To do
Among the records, how many lines carry the string "main"? Give that number with nothing added.

--- START ---

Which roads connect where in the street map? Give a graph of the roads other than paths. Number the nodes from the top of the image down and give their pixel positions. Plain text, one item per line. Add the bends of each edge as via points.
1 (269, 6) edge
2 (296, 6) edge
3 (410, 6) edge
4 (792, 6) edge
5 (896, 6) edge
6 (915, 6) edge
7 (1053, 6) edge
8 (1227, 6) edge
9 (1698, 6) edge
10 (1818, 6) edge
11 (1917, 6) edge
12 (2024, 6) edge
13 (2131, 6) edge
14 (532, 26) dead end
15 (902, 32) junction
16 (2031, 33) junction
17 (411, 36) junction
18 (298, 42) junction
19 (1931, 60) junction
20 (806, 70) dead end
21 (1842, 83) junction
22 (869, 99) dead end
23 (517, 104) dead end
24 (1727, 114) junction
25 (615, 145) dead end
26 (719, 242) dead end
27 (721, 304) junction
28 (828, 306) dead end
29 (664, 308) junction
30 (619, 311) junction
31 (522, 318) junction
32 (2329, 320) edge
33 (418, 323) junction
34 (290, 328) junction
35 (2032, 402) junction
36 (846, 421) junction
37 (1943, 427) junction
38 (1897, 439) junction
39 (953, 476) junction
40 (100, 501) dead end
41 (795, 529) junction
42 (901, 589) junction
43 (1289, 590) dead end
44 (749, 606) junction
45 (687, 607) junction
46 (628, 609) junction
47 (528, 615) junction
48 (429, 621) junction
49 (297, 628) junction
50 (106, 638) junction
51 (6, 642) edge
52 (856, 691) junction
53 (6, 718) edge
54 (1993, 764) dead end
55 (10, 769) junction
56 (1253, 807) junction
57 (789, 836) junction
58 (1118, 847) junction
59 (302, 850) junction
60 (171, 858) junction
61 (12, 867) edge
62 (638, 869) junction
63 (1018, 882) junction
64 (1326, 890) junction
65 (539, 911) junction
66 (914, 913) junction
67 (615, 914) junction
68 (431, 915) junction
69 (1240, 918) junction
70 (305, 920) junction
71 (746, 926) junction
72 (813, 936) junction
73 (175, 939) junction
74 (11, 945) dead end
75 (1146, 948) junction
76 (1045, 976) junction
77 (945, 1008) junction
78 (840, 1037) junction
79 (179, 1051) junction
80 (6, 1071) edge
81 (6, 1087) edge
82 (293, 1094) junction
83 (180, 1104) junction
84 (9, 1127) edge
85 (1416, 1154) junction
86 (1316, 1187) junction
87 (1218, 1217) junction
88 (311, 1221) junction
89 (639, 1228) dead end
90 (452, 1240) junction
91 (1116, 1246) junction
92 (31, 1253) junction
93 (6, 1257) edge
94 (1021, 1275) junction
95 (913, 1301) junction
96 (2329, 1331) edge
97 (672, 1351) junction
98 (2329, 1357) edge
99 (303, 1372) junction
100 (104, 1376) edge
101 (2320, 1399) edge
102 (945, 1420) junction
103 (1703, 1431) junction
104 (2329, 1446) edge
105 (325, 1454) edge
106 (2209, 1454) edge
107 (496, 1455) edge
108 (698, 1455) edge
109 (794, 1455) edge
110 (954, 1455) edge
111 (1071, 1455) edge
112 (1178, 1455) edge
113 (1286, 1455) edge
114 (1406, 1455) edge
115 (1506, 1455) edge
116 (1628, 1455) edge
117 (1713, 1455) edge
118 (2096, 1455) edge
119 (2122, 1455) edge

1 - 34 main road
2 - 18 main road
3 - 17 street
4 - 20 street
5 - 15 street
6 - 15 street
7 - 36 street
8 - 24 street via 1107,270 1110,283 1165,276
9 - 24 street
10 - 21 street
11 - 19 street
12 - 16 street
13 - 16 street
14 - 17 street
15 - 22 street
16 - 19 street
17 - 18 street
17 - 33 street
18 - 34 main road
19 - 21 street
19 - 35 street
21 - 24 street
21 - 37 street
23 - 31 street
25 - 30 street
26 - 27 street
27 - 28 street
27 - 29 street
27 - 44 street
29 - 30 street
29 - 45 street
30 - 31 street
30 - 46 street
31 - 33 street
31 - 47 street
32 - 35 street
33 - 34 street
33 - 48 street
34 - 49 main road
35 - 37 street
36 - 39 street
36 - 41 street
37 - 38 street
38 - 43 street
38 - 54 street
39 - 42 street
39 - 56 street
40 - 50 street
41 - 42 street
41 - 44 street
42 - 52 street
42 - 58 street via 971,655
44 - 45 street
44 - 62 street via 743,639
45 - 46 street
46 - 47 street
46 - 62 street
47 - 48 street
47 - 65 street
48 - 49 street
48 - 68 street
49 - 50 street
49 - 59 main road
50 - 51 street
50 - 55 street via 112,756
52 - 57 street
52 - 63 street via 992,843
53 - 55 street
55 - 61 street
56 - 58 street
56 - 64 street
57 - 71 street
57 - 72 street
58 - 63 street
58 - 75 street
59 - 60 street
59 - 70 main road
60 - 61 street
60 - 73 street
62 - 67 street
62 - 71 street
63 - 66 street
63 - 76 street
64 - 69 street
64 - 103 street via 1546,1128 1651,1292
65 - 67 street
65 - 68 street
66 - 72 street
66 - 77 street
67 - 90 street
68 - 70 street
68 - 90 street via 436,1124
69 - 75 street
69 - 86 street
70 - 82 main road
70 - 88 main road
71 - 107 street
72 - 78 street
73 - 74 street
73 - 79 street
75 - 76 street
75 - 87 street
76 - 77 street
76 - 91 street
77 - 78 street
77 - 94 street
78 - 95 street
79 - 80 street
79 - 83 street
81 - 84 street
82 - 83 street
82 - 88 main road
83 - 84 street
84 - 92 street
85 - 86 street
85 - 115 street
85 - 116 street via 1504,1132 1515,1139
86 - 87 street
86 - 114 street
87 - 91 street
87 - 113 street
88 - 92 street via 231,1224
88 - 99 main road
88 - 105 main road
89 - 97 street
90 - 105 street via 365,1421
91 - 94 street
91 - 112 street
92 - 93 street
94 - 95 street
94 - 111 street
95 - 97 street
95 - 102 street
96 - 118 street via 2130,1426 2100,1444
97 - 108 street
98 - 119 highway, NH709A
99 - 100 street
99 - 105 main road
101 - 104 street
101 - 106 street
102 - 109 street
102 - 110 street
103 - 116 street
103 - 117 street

--- END ---

Solution
12